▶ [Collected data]

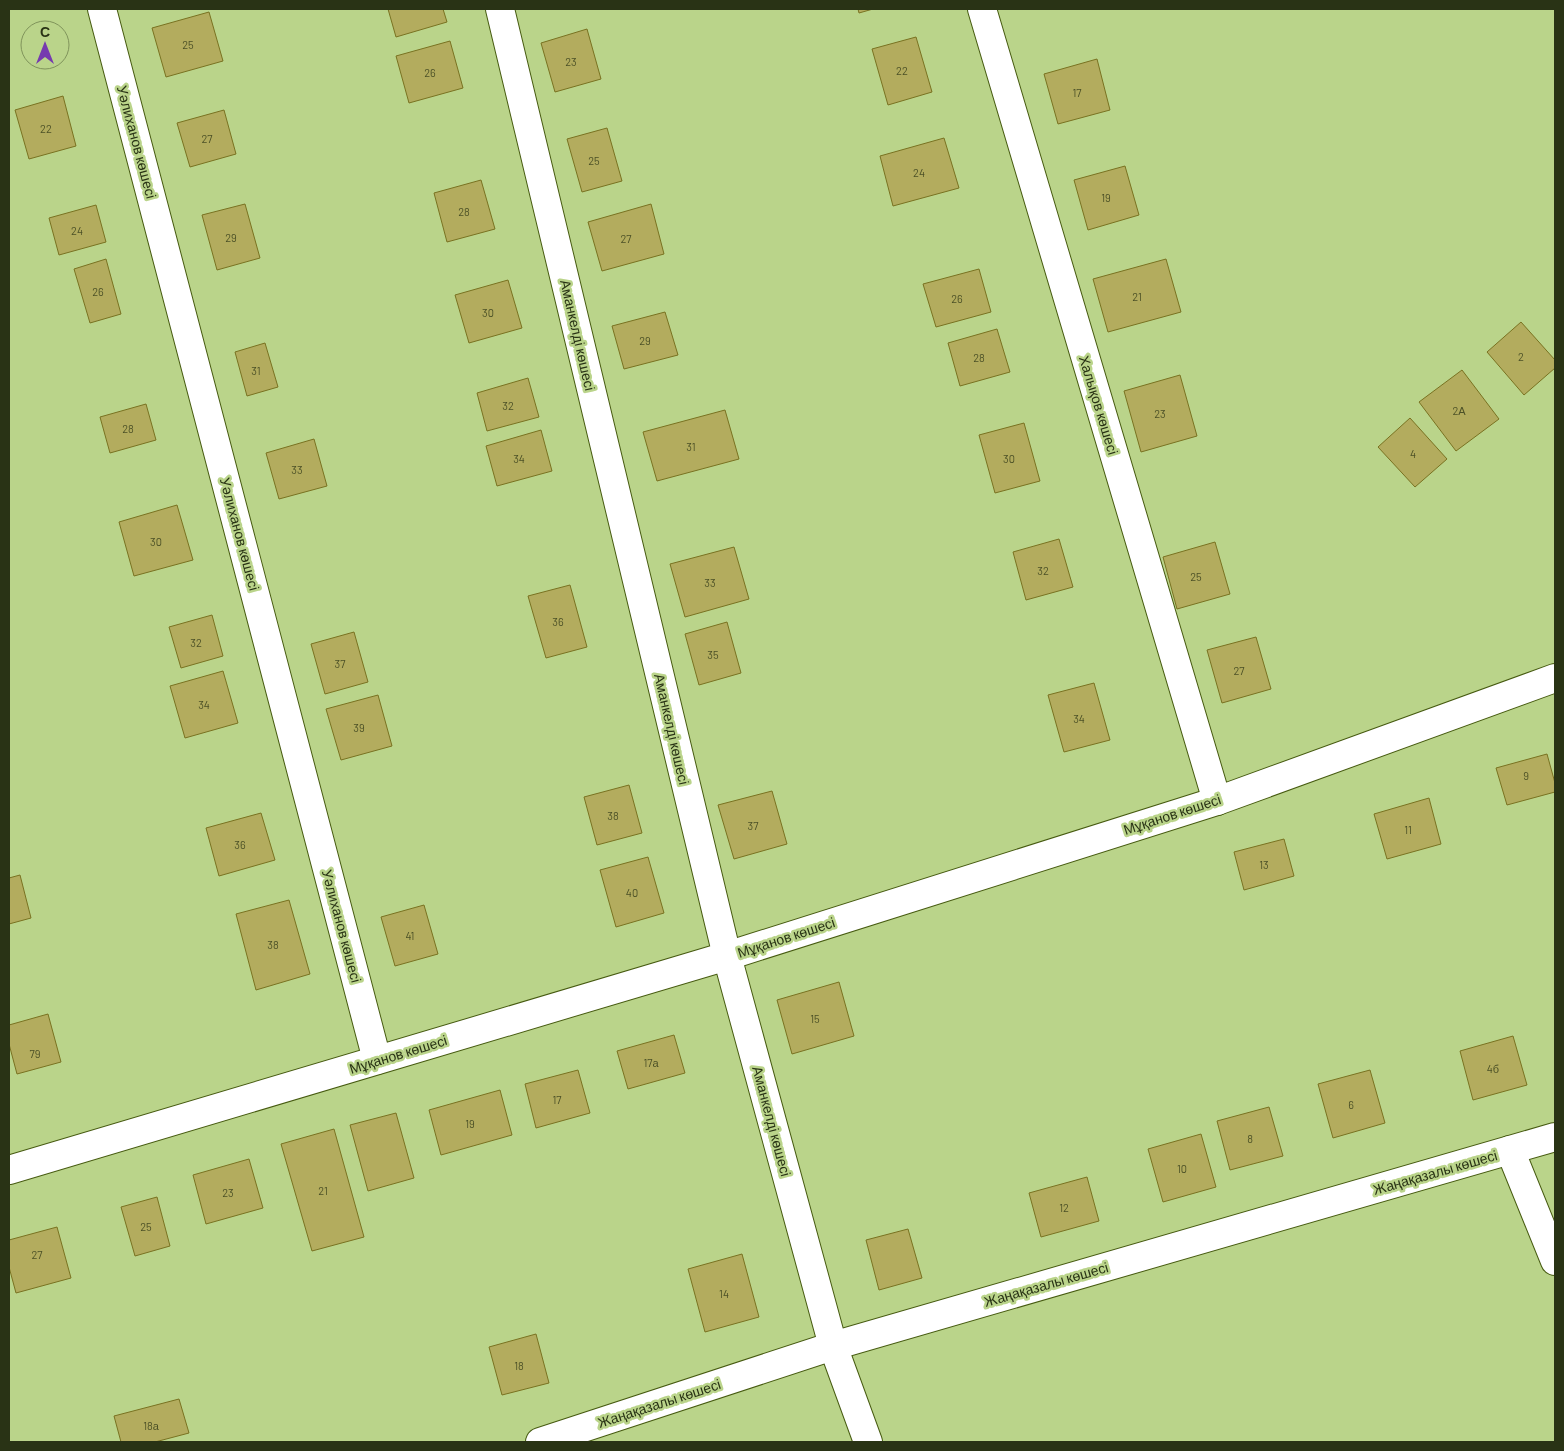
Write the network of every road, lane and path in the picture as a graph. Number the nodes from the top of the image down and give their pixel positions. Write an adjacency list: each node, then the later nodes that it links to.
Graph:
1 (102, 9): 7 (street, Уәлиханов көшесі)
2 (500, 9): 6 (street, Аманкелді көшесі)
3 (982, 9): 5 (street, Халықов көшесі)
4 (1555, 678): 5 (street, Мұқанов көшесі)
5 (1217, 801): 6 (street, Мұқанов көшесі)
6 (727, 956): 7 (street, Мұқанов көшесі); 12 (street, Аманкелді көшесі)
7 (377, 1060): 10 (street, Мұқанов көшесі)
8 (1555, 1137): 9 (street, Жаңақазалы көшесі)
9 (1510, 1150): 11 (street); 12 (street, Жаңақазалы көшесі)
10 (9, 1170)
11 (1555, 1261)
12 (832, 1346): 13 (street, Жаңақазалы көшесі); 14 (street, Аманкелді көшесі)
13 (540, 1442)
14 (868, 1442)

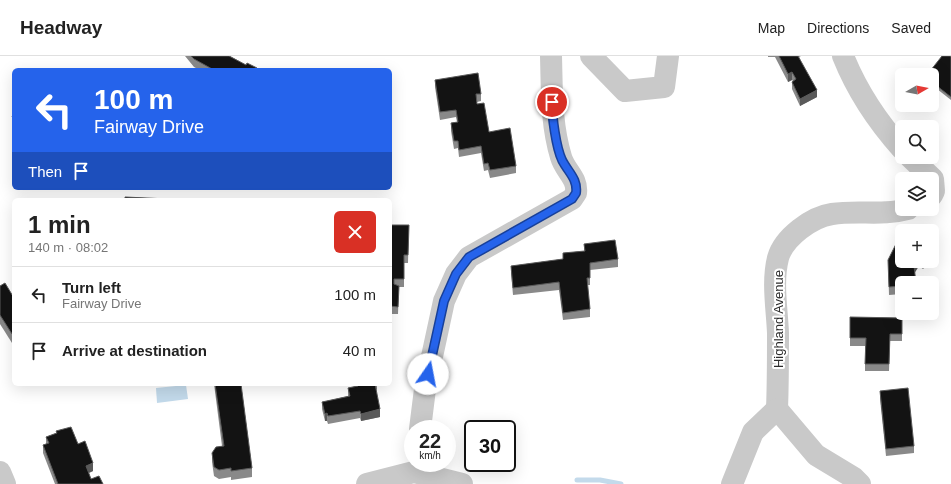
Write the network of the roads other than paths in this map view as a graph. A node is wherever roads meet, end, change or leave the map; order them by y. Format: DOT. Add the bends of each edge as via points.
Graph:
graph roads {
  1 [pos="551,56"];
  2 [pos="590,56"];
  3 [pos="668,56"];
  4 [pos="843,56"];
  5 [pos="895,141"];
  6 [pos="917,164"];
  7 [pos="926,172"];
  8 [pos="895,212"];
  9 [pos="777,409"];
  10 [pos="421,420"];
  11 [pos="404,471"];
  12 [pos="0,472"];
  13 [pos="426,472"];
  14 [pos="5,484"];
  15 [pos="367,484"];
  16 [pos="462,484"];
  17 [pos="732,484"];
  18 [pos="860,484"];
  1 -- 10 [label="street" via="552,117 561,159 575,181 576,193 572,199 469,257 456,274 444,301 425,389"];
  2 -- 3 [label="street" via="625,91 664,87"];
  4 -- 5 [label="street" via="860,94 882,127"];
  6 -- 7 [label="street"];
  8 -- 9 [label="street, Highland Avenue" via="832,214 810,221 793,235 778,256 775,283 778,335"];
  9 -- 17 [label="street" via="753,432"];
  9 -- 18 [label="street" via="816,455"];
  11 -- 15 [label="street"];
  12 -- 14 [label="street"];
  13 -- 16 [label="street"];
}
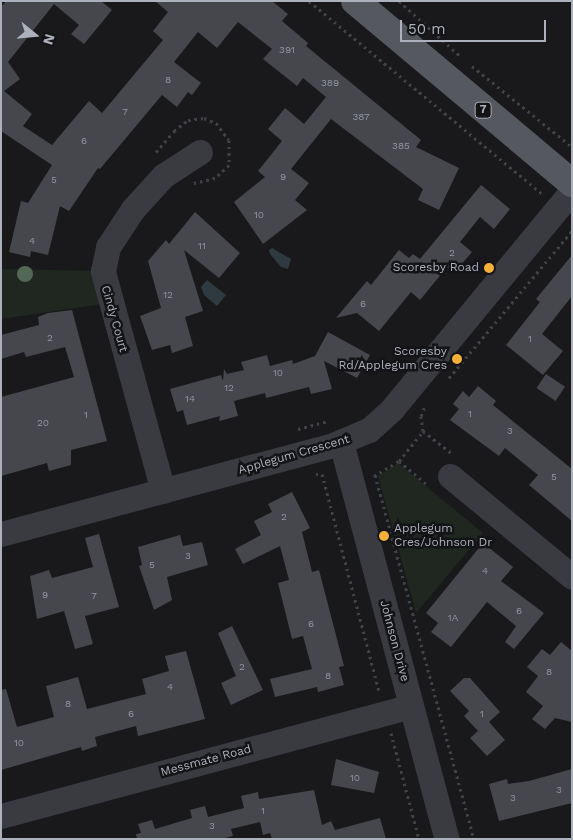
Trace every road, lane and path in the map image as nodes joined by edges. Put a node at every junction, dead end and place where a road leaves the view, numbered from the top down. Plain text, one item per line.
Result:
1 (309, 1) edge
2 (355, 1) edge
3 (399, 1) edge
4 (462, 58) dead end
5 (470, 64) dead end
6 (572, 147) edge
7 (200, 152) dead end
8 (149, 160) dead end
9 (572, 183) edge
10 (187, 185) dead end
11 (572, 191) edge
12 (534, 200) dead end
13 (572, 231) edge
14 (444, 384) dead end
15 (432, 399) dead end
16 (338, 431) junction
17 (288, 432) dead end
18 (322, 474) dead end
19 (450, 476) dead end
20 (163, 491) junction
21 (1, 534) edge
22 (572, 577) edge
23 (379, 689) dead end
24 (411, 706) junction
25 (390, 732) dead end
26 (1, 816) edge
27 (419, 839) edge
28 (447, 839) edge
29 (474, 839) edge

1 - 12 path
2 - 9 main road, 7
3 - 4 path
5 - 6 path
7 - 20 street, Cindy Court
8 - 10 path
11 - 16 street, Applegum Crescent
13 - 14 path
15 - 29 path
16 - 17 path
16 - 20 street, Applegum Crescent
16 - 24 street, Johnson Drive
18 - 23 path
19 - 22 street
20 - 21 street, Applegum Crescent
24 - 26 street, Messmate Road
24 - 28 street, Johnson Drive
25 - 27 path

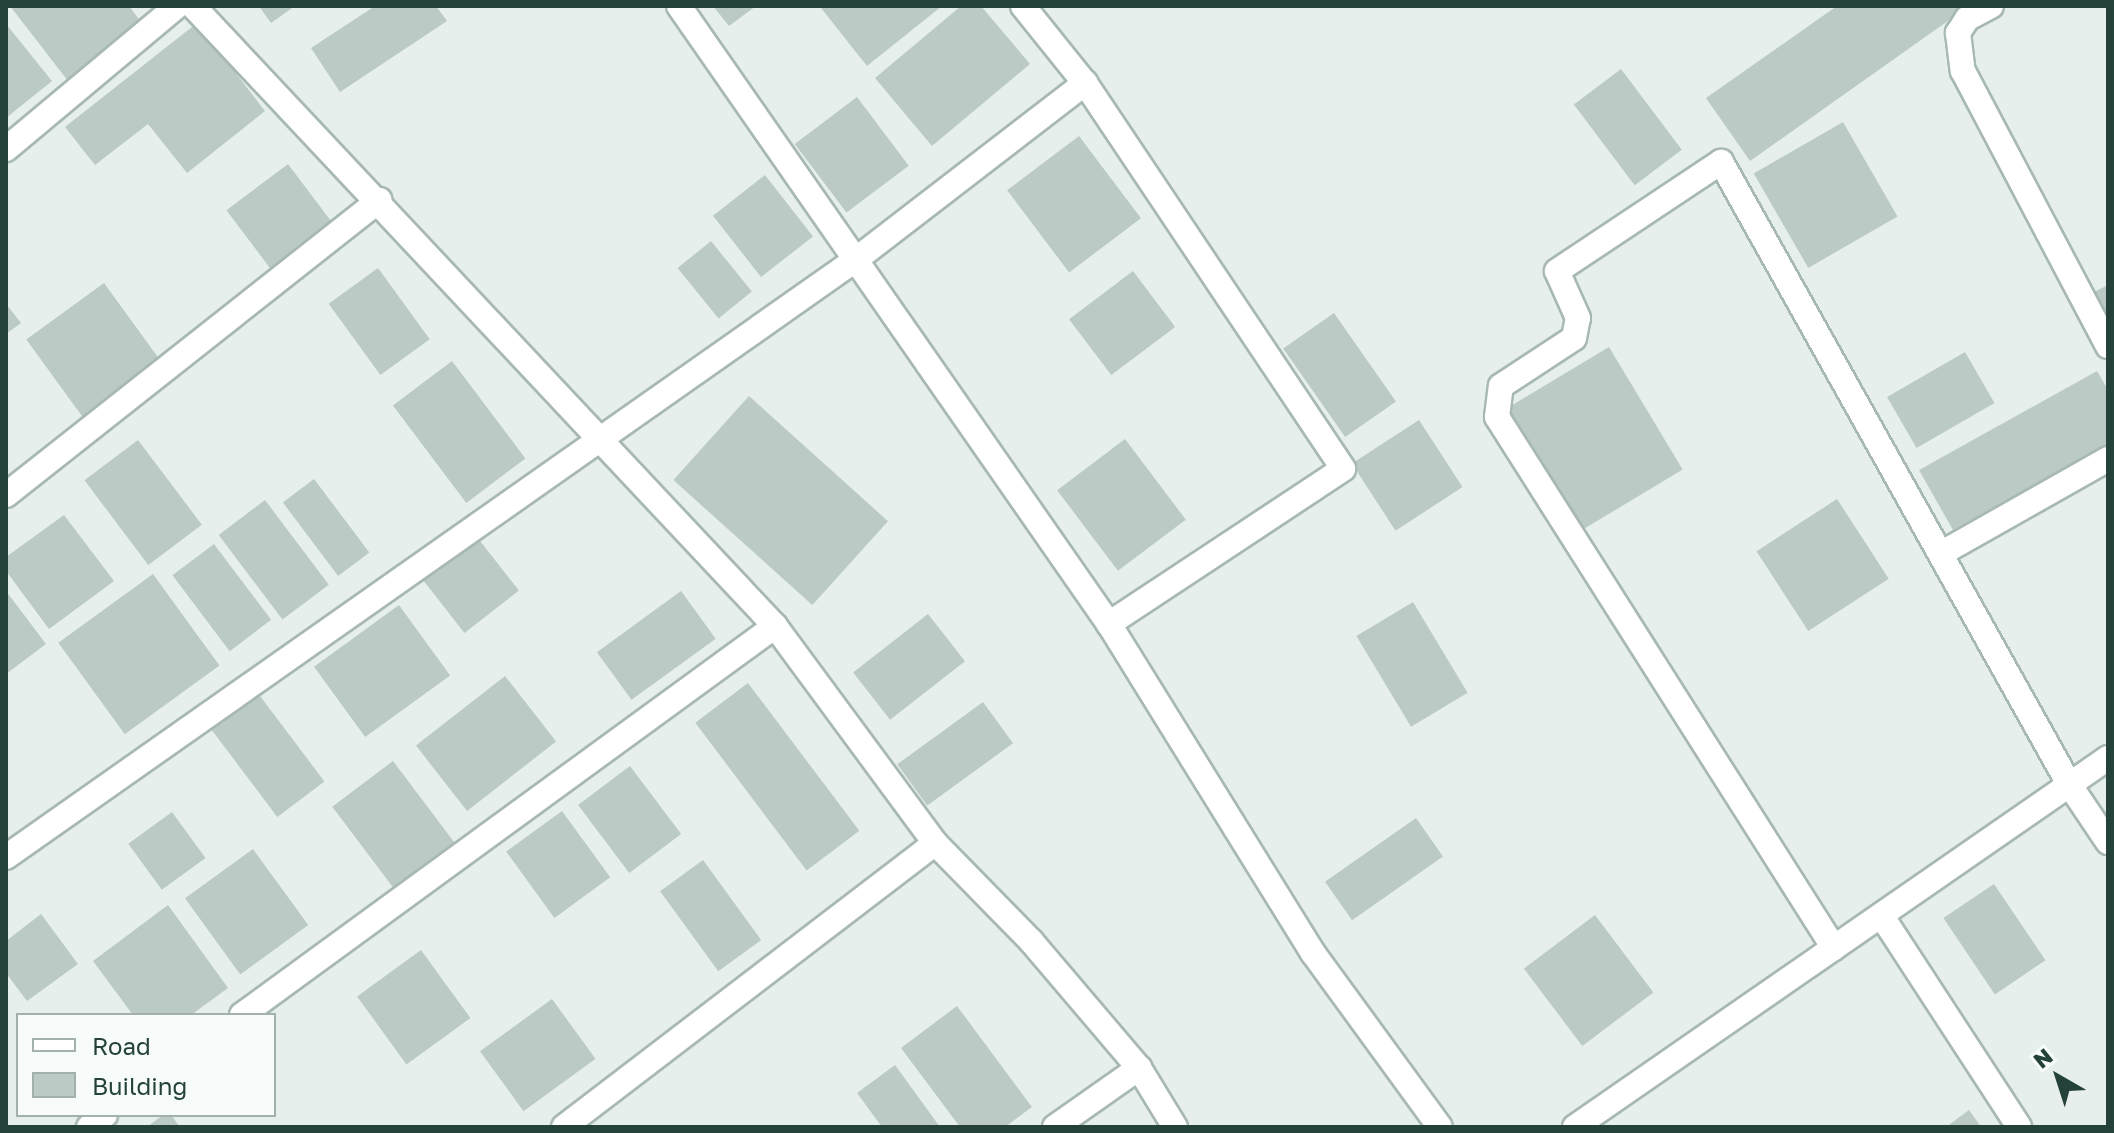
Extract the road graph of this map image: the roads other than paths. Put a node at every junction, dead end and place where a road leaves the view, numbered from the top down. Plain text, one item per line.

▶ [Action item] The stretch to restate runs from the line above containing "Write the network of the" through the line containing "Trace every road, lane". Copy it word for word, ends included, without pictures.

▶ [Response to this exercise]
Write the network of the roads other than paths in this map view as a graph. A node is wherever roads meet, end, change or leave the map; order them by y. Format: DOT. Add the bends of each edge as via points.
Graph:
graph roads {
  1 [pos="551,56"];
  2 [pos="590,56"];
  3 [pos="668,56"];
  4 [pos="843,56"];
  5 [pos="895,141"];
  6 [pos="917,164"];
  7 [pos="926,172"];
  8 [pos="895,212"];
  9 [pos="777,409"];
  10 [pos="421,420"];
  11 [pos="404,471"];
  12 [pos="0,472"];
  13 [pos="426,472"];
  14 [pos="5,484"];
  15 [pos="367,484"];
  16 [pos="462,484"];
  17 [pos="732,484"];
  18 [pos="860,484"];
  1 -- 10 [label="street" via="552,117 561,159 575,181 576,193 572,199 469,257 456,274 444,301 425,389"];
  2 -- 3 [label="street" via="625,91 664,87"];
  4 -- 5 [label="street" via="860,94 882,127"];
  6 -- 7 [label="street"];
  8 -- 9 [label="street, Highland Avenue" via="832,214 810,221 793,235 778,256 775,283 778,335"];
  9 -- 17 [label="street" via="753,432"];
  9 -- 18 [label="street" via="816,455"];
  11 -- 15 [label="street"];
  12 -- 14 [label="street"];
  13 -- 16 [label="street"];
}
Trace every road, lane and path in the map image as nodes joined by edges. Put a node at every junction, dead end and place where a road leaves the view, numbered from the top down. Plain text, one item per line.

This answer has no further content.